The Fountain of Youth

Lab with Pheasant

The old boy doesn’t leap into the truck like he once could, but he still manages to lurch up the running boards and cross the center console. Instead of stowing him in the back for this road trip, I break the rules and let him ride shotgun. He acknowledges the exemption and quickly curls into a ball and closes his eyes before we even reach the end of the driveway.

It’s just Wyatt and I on this adventure. He’s not ready to accept the realities of faltering health and advanced years. I don’t blame him. Gone are the days of hunting with other bird dogs. The desire to compete with their speed and distance risks fatal exhaustion and injury. Carrying a dog his size out of the field a few times made me quickly realize the game had to change.

The wear and tear of earlier hunts this season has me ready to ease up a bit too. Without the pressure of other dogs, Wyatt seems willing to compromise to a pace matching our current state.

The birds aren’t going to cooperate with this new downtempo pact, which is the challenge I get to solve in my head over the next 18 hours of driving. The plan is to return to where Wyatt found his first birds and made his first retrieves to recapture his youth. In 2008 he was just a four-month-old pup that had played with some wings in the backyard; that was the extent of his hunt education. Back then we believed in on-the-job training. Given how Wyatt turned out, it’s hard to say we were wrong.

It doesn’t seem possible that eleven seasons have passed, but Wyatt’s gray chin tucked up next to the shifter serves as a reminder as the sun peaks over the horizon in the rearview mirror.

Somewhere over this last decade together we both unwittingly traded the exuberance of youth for experience. There are days I wish the terms of that bargain were less strict. But on this trip the experience will be our only edge against wild birds that lack respect for wisdom.

Just a handful of years ago I walked 12 miles in a foot of fresh powder on these prairies with Wyatt pushing hard from sunup to sundown. Now we’ll be lucky if he can hunt much longer than an hour at a time. He isn’t going to be able to keep up with running roosters, at least not for long. When he was younger, I’d send him into the thickest, gnarly tracts and let him ferret out birds. But now I figure our roles are reversed. It’s time for me to keep my end of the bargain.

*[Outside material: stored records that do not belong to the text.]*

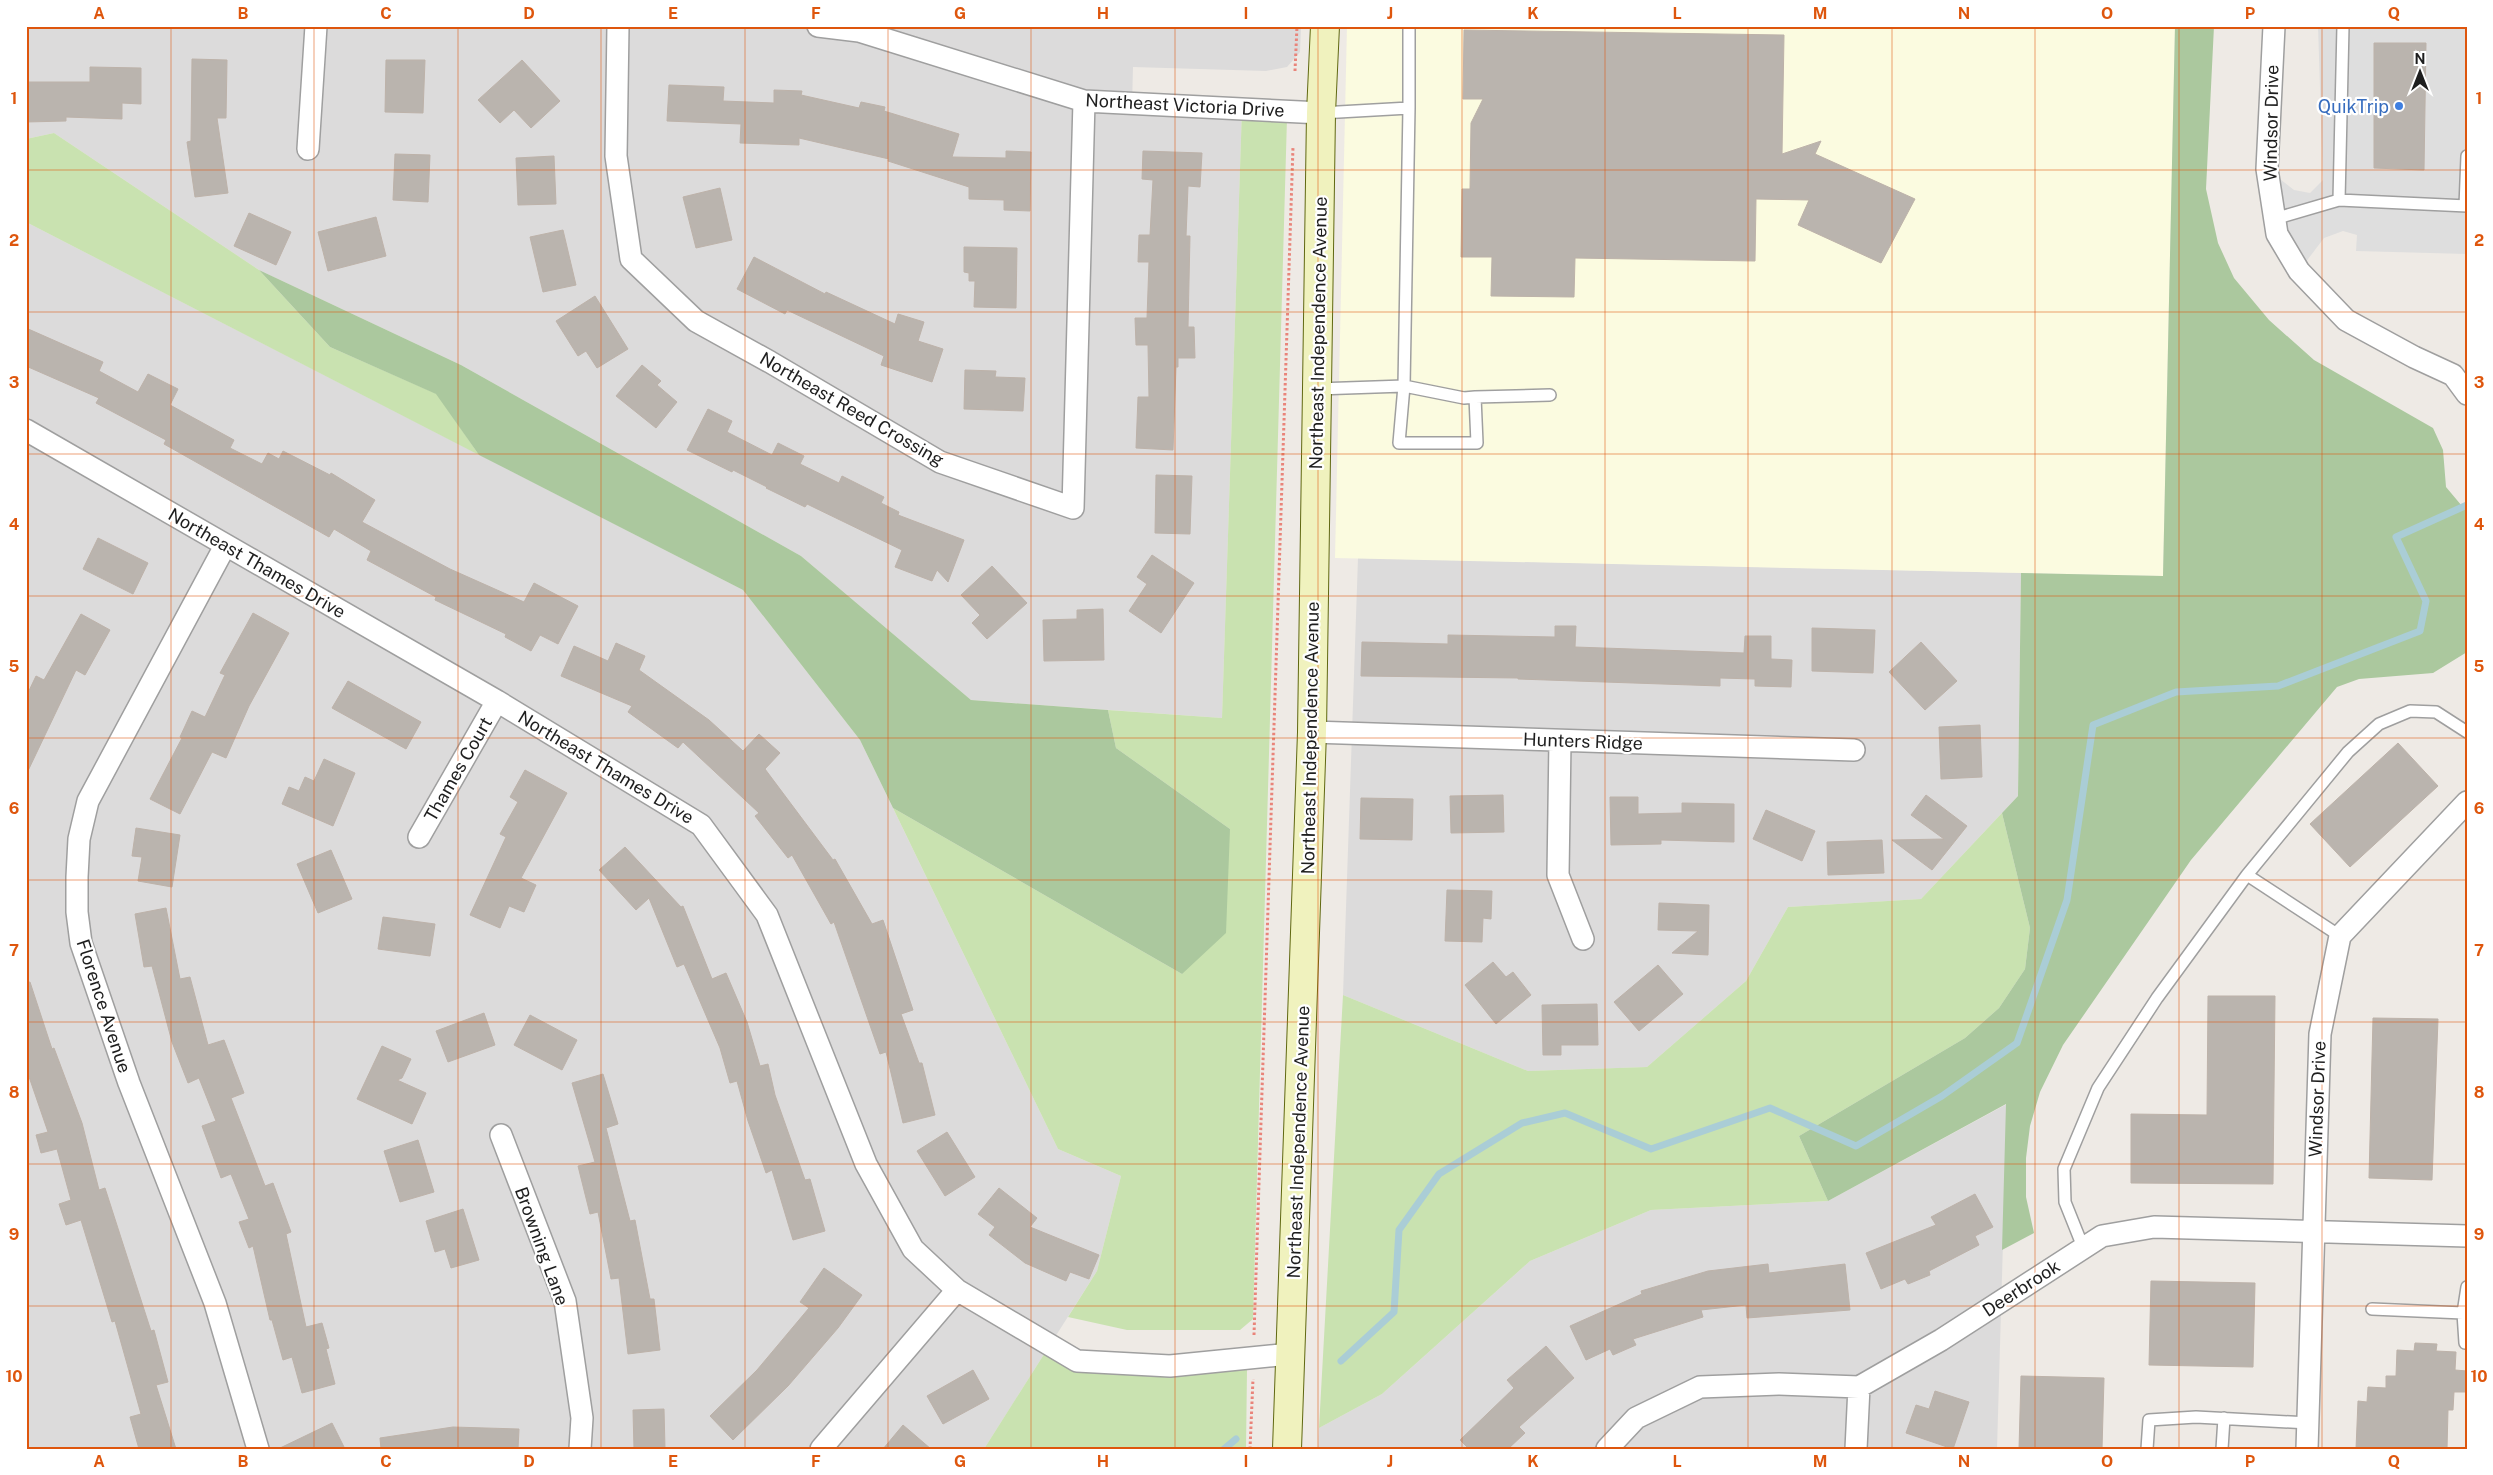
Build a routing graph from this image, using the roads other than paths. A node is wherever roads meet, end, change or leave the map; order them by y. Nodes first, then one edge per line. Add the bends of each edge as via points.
1 (316, 26) edge
2 (618, 26) edge
3 (818, 26) edge
4 (1325, 26) edge
5 (1409, 26) edge
6 (2274, 26) edge
7 (2343, 26) edge
8 (1084, 101) junction
9 (1409, 108) junction
10 (1321, 113) junction
11 (308, 149) dead end
12 (2467, 156) edge
13 (2339, 200) junction
14 (2466, 206) edge
15 (2274, 219) junction
16 (2463, 378) edge
17 (1404, 386) junction
18 (1317, 389) junction
19 (1550, 396) dead end
20 (1475, 397) junction
21 (26, 430) edge
22 (225, 546) junction
23 (498, 701) junction
24 (1312, 732) junction
25 (2467, 732) edge
26 (1560, 741) junction
27 (1854, 750) dead end
28 (2467, 802) edge
29 (419, 837) dead end
30 (2247, 875) junction
31 (2340, 936) junction
32 (1583, 939) dead end
33 (501, 1135) dead end
34 (2312, 1232) junction
35 (2467, 1236) edge
36 (2084, 1248) junction
37 (2467, 1287) edge
38 (957, 1290) junction
39 (2372, 1309) dead end
40 (2463, 1313) junction
41 (2465, 1343) dead end
42 (1290, 1354) junction
43 (1859, 1387) junction
44 (2224, 1418) junction
45 (2309, 1423) junction
46 (258, 1449) edge
47 (580, 1449) edge
48 (821, 1449) edge
49 (1287, 1449) edge
50 (1608, 1449) edge
51 (1856, 1449) edge
52 (2147, 1449) edge
53 (2222, 1449) edge
54 (2307, 1449) edge

1 - 11 street
2 - 8 street, Northeast Reed Crossing via 616,156 631,259 696,321 940,462 1074,508
3 - 8 street, Northeast Victoria Drive via 859,31
4 - 10 street, Northeast Independence Avenue
5 - 9 lane
6 - 15 street, Windsor Drive via 2267,169
7 - 13 lane
8 - 10 street, Northeast Victoria Drive
9 - 10 lane
9 - 17 lane
10 - 18 street, Northeast Independence Avenue
12 - 14 lane
13 - 14 lane
13 - 15 lane
15 - 16 street, Windsor Drive via 2277,234 2299,271 2346,320
17 - 18 lane
17 - 20 lane via 1464,398
17 - 20 lane via 1399,444 1477,444
18 - 24 street, Northeast Independence Avenue
19 - 20 lane
21 - 22 street, Northeast Thames Drive
22 - 23 street, Northeast Thames Drive
22 - 46 street, Florence Avenue via 88,801 79,839 77,912 81,943 129,1083 215,1303
23 - 29 street, Thames Court
23 - 38 street, Northeast Thames Drive via 701,825 767,915 866,1164 914,1249
24 - 26 street, Hunters Ridge
24 - 42 street, Northeast Independence Avenue
25 - 30 lane via 2436,712 2410,711 2379,724 2348,752
26 - 27 street, Hunters Ridge
26 - 32 street via 1558,875
28 - 31 street
30 - 31 lane
30 - 36 lane via 2157,998 2098,1088 2064,1169 2066,1202
31 - 34 street, Windsor Drive via 2320,1034
33 - 47 street, Browning Lane via 565,1301 582,1418
34 - 35 street, Deerbrook
34 - 36 street, Deerbrook via 2154,1228 2102,1236
34 - 45 street, Windsor Drive
36 - 43 street, Deerbrook via 1942,1340
37 - 40 lane
38 - 42 street, Northeast Thames Drive via 1077,1361 1170,1366
38 - 48 street
39 - 40 lane
40 - 41 lane
42 - 49 street, Northeast Independence Avenue
43 - 50 street via 1779,1384 1700,1387 1636,1418
43 - 51 street
44 - 45 lane
44 - 52 lane via 2149,1420
44 - 53 lane
45 - 54 street, Windsor Drive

I have some areas in mind and tricks we’ve learned that should help me shorten distances and corral birds for Wyatt.

By the time we roll into town and get camp set up most of the day has gotten away from us. I decide we should at least drive around and get a quick look at the landscape and see how the cover has held up. When we hit the gravel roads it rouses Wyatt. He recognizes the rumble that’s taken us to so many places.

This evening the wind is howling. These conditions can be challenging to bird hunt, but they also offer opportunity. Wyatt and I need all the help we can get. I find a small corner of public access and roll past a couple hundred yards before bringing the truck to a stop. We’re gonna use the wind to hide our approach. We only have about an hour before sunset, but this should give us an opportunity to work out leg kinks from the cross country commute.

I strap on my vest and put a few shells in my pocket before turning into the breeze. Wyatt knows the plan. We’ve never hunted this field, but we’ve been here before. When he sees the shotgun snap shut he fights past the nagging arthritis in his shoulder and heads into the Bluestem.

I’m just happy to have him out here where it all began. For a moment I’m lost in flashbacks to that wild-eyed puppy experiencing the freedom of wide open spaces for the first time.

I let Wyatt get a ways out while I’ve been taking this leisurely stroll down memory lane when I notice him pause and cock his head. He takes two more steps and a small covey of Bobwhite erupt around him.

He shoots a look back at me and I see the glimmer in his eyes — he’s that puppy again. And with that look he shouts: “What are you waiting on? We’ve got birds to chase. Follow me.” And he takes off in pursuit.

I’ll follow you anywhere, my friend. Until the end.